Beersheba received its name when Abraham made a covenant with the Philistine king Abimelech. Included in that covenant was the recognition of Abraham’s ownership of the well he dug at that site, which was confirmed by Abimelech’s reception of seven lambs from Abraham. “Therefore he called that place Beersheba, because the two of them swore an oath there” (Gen. 21:31). Beersheba means, Well of the Oath or Well of the Seven.
“Then Abraham planted a tamarisk tree in Beersheba, and there called on the name of the LORD, the Everlasting God” (Gen. 21:33). Our photo was taken outside the gate of Beersheba, and shows a well there, and also a tamarisk tree.
Beersheba is mentioned several times in the days of the Patriarchs. Abraham continued to live there after returning from Moriah to “sacrifice” Isaac (Gen. 22:19; cf. CSB: “And Abraham settled in Beer-sheba” (emp. mine, LM). Years later, when Isaac moved there the text tells us that “the LORD appeared to him the same night” and repeated the Abrahamic promises. “So he built an altar there and called on the name of the LORD” (Gen. 26:23-25).

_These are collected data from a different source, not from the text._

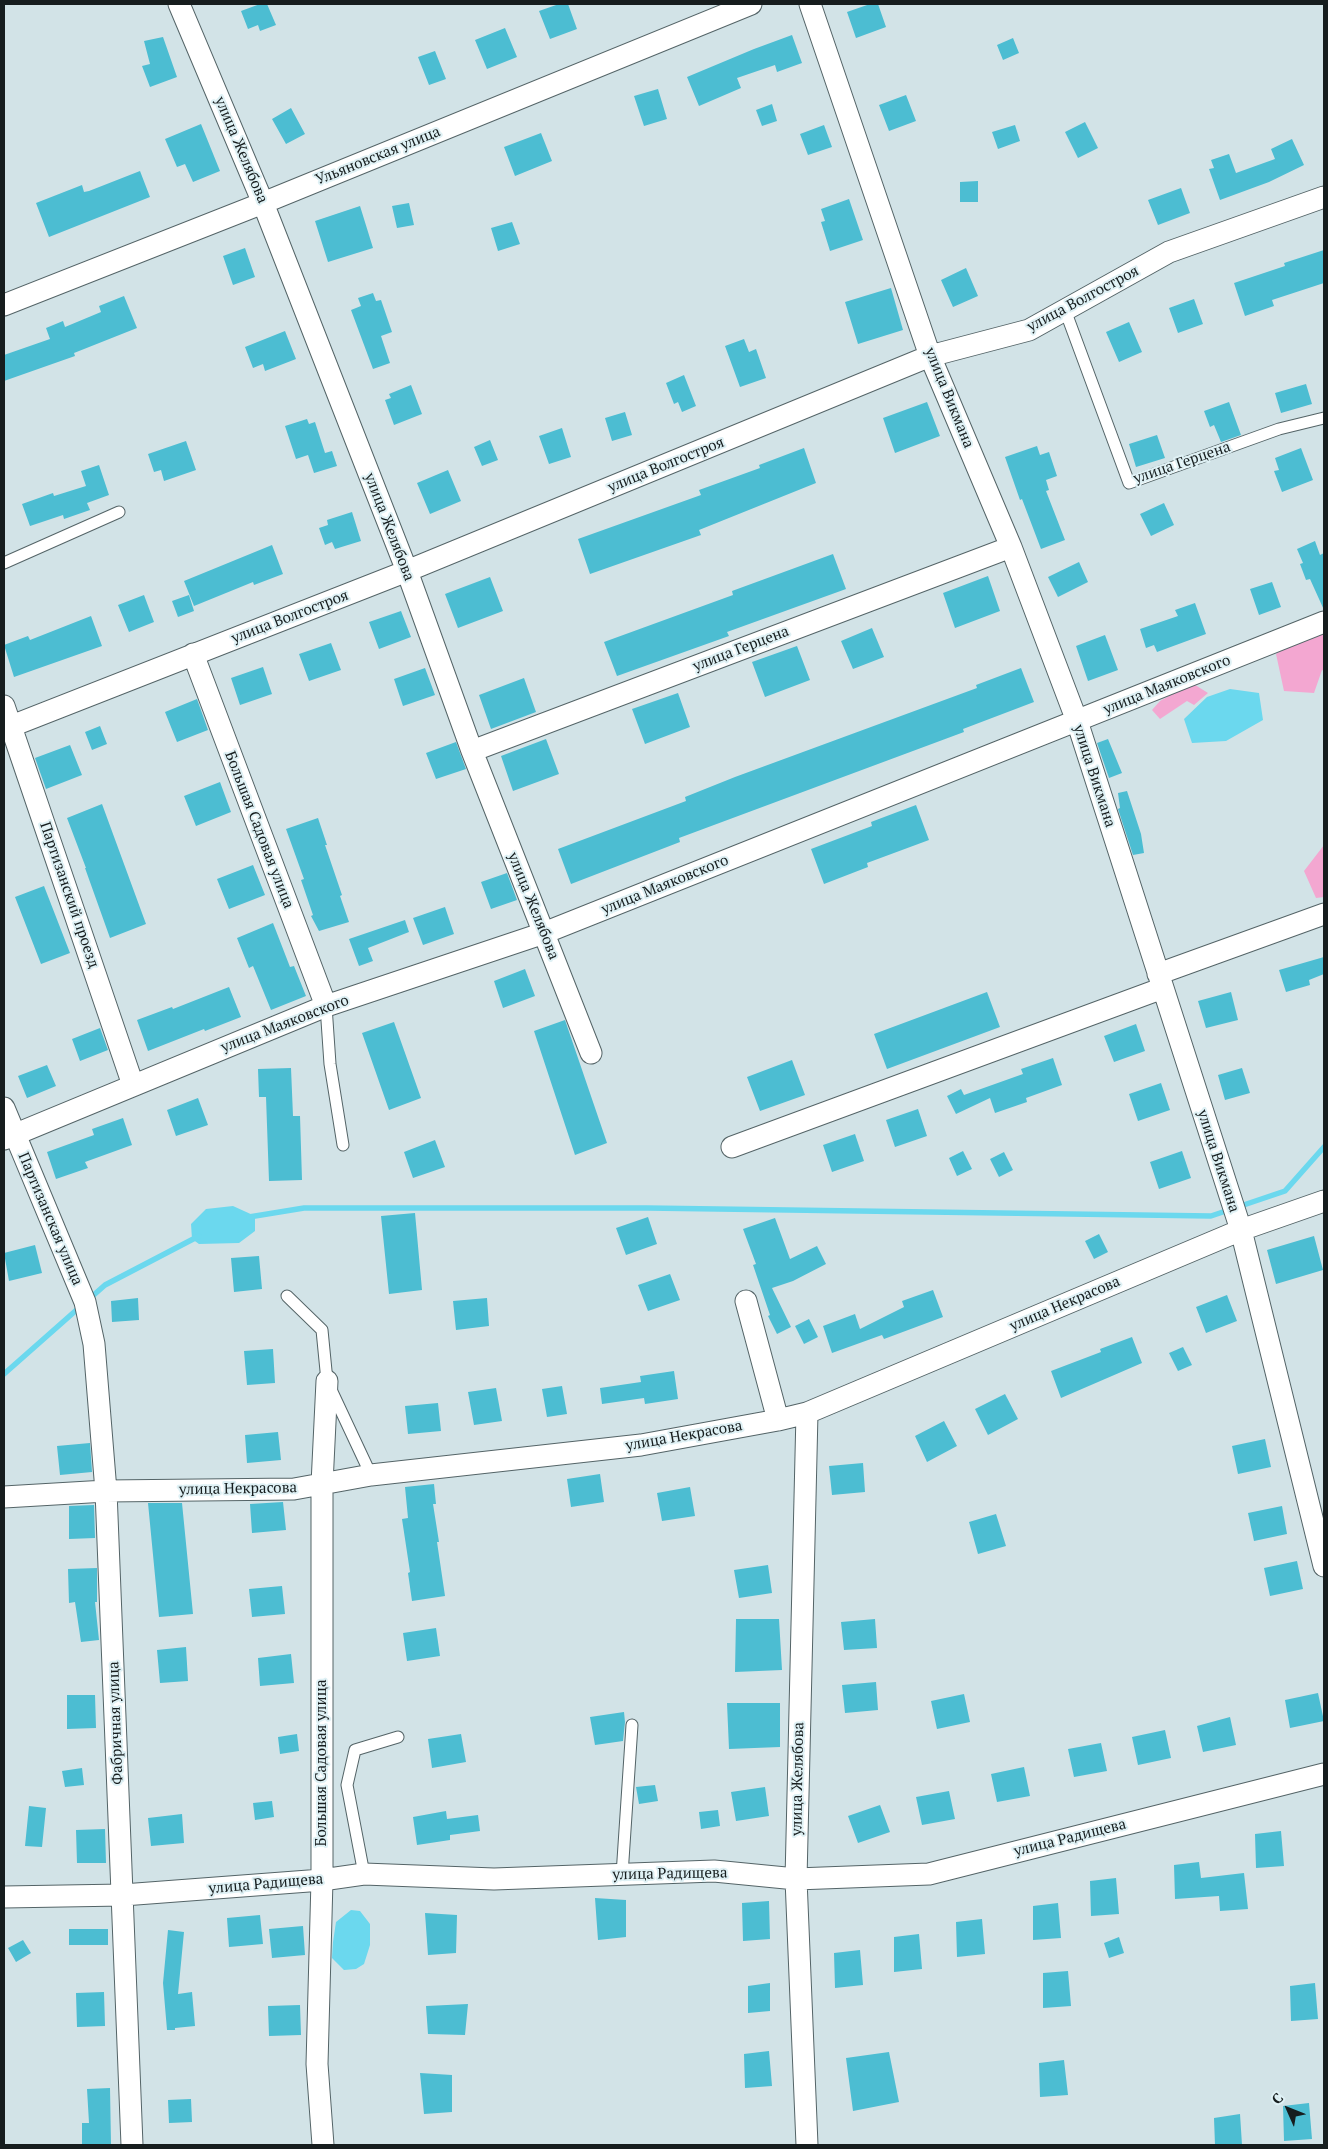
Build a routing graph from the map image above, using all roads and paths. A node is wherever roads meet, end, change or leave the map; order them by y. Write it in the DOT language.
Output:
graph roads {
  1 [pos="179,4"];
  2 [pos="751,4"];
  3 [pos="810,4"];
  4 [pos="1324,197"];
  5 [pos="263,203"];
  6 [pos="4,305"];
  7 [pos="1065,310"];
  8 [pos="930,356"];
  9 [pos="1324,418"];
  10 [pos="119,512"];
  11 [pos="1011,547"];
  12 [pos="4,563"];
  13 [pos="407,571"];
  14 [pos="1324,622"];
  15 [pos="193,654"];
  16 [pos="4,706"];
  17 [pos="1076,721"];
  18 [pos="8,728"];
  19 [pos="472,752"];
  20 [pos="1324,914"];
  21 [pos="544,933"];
  22 [pos="1160,981"];
  23 [pos="326,1006"];
  24 [pos="591,1054"];
  25 [pos="133,1085"];
  26 [pos="4,1108"];
  27 [pos="9,1137"];
  28 [pos="343,1145"];
  29 [pos="732,1147"];
  30 [pos="1324,1201"];
  31 [pos="1240,1230"];
  32 [pos="287,1296"];
  33 [pos="746,1301"];
  34 [pos="85,1302"];
  35 [pos="327,1381"];
  36 [pos="807,1413"];
  37 [pos="778,1420"];
  38 [pos="371,1475"];
  39 [pos="322,1484"];
  40 [pos="106,1491"];
  41 [pos="4,1497"];
  42 [pos="1324,1566"];
  43 [pos="632,1725"];
  44 [pos="398,1737"];
  45 [pos="1324,1774"];
  46 [pos="364,1874"];
  47 [pos="622,1875"];
  48 [pos="796,1879"];
  49 [pos="322,1880"];
  50 [pos="123,1895"];
  51 [pos="4,1897"];
  52 [pos="132,2145"];
  53 [pos="323,2145"];
  54 [pos="807,2145"];
  1 -- 5 [label="street, улица Желябова"];
  2 -- 5 [label="street, Ульяновская улица"];
  3 -- 8 [label="street, улица Викмана"];
  4 -- 7 [label="street, улица Волгостроя"];
  5 -- 6 [label="street, Ульяновская улица"];
  5 -- 13 [label="street, улица Желябова"];
  7 -- 8 [label="street, улица Волгостроя"];
  7 -- 9 [label="lane, улица Герцена"];
  8 -- 11 [label="street, улица Викмана"];
  8 -- 13 [label="street, улица Волгостроя"];
  10 -- 12 [label="lane"];
  11 -- 17 [label="street, улица Викмана"];
  11 -- 19 [label="street, улица Герцена"];
  13 -- 15 [label="street, улица Волгостроя"];
  13 -- 19 [label="street, улица Желябова"];
  14 -- 17 [label="street, улица Маяковского"];
  15 -- 18 [label="street, улица Волгостроя"];
  15 -- 23 [label="street, Большая Садовая улица"];
  16 -- 18 [label="street, Партизанский проезд"];
  17 -- 21 [label="street, улица Маяковского"];
  17 -- 22 [label="street, улица Викмана"];
  18 -- 25 [label="street, Партизанский проезд"];
  19 -- 21 [label="street, улица Желябова"];
  20 -- 22 [label="street"];
  21 -- 23 [label="street, улица Маяковского"];
  21 -- 24 [label="street, улица Желябова"];
  22 -- 29 [label="street"];
  22 -- 31 [label="street, улица Викмана"];
  23 -- 25 [label="street, улица Маяковского"];
  23 -- 28 [label="lane"];
  25 -- 27 [label="street, улица Маяковского"];
  26 -- 27 [label="street, Партизанская улица"];
  27 -- 34 [label="street, Партизанская улица"];
  30 -- 31 [label="street, улица Некрасова"];
  31 -- 36 [label="street, улица Некрасова"];
  31 -- 42 [label="street, улица Викмана"];
  32 -- 35 [label="lane"];
  33 -- 37 [label="street"];
  34 -- 40 [label="street, Фабричная улица"];
  35 -- 38 [label="lane"];
  35 -- 39 [label="street, Большая Садовая улица"];
  36 -- 37 [label="street, улица Некрасова"];
  36 -- 48 [label="street, улица Желябова"];
  37 -- 38 [label="street, улица Некрасова"];
  38 -- 39 [label="street, улица Некрасова"];
  39 -- 40 [label="street, улица Некрасова"];
  39 -- 49 [label="street, Большая Садовая улица"];
  40 -- 41 [label="street, улица Некрасова"];
  40 -- 50 [label="street, Фабричная улица"];
  43 -- 47 [label="lane"];
  44 -- 46 [label="lane"];
  45 -- 48 [label="street, улица Радищева"];
  46 -- 47 [label="street, улица Радищева"];
  46 -- 49 [label="street, улица Радищева"];
  47 -- 48 [label="street, улица Радищева"];
  48 -- 54 [label="street, улица Желябова"];
  49 -- 50 [label="street, улица Радищева"];
  49 -- 53 [label="street, Большая Садовая улица"];
  50 -- 51 [label="street, улица Радищева"];
  50 -- 52 [label="street, Фабричная улица"];
}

Later still, when Jacob moved his family to Egypt it was at Beersheba that God appeared to him and said, “I am God, the God of your father; do not fear to go down to Egypt, for I will make of you a great nation there” (Gen. 46:1-3). God had told Abraham, Isaac and Jacob that He would make of them a great nation. It is in this passage that we learn that He would not do so in Canaan, the Promised Land, but it would be in Egypt. It had amply been demonstrated that the Canaanites were very willing to intermarry with Jacob’s family, and that was reciprocated (Gen. 32,38). Had they remained there they would have been assimilated into Canaanite culture, and never would have become the separate people of God.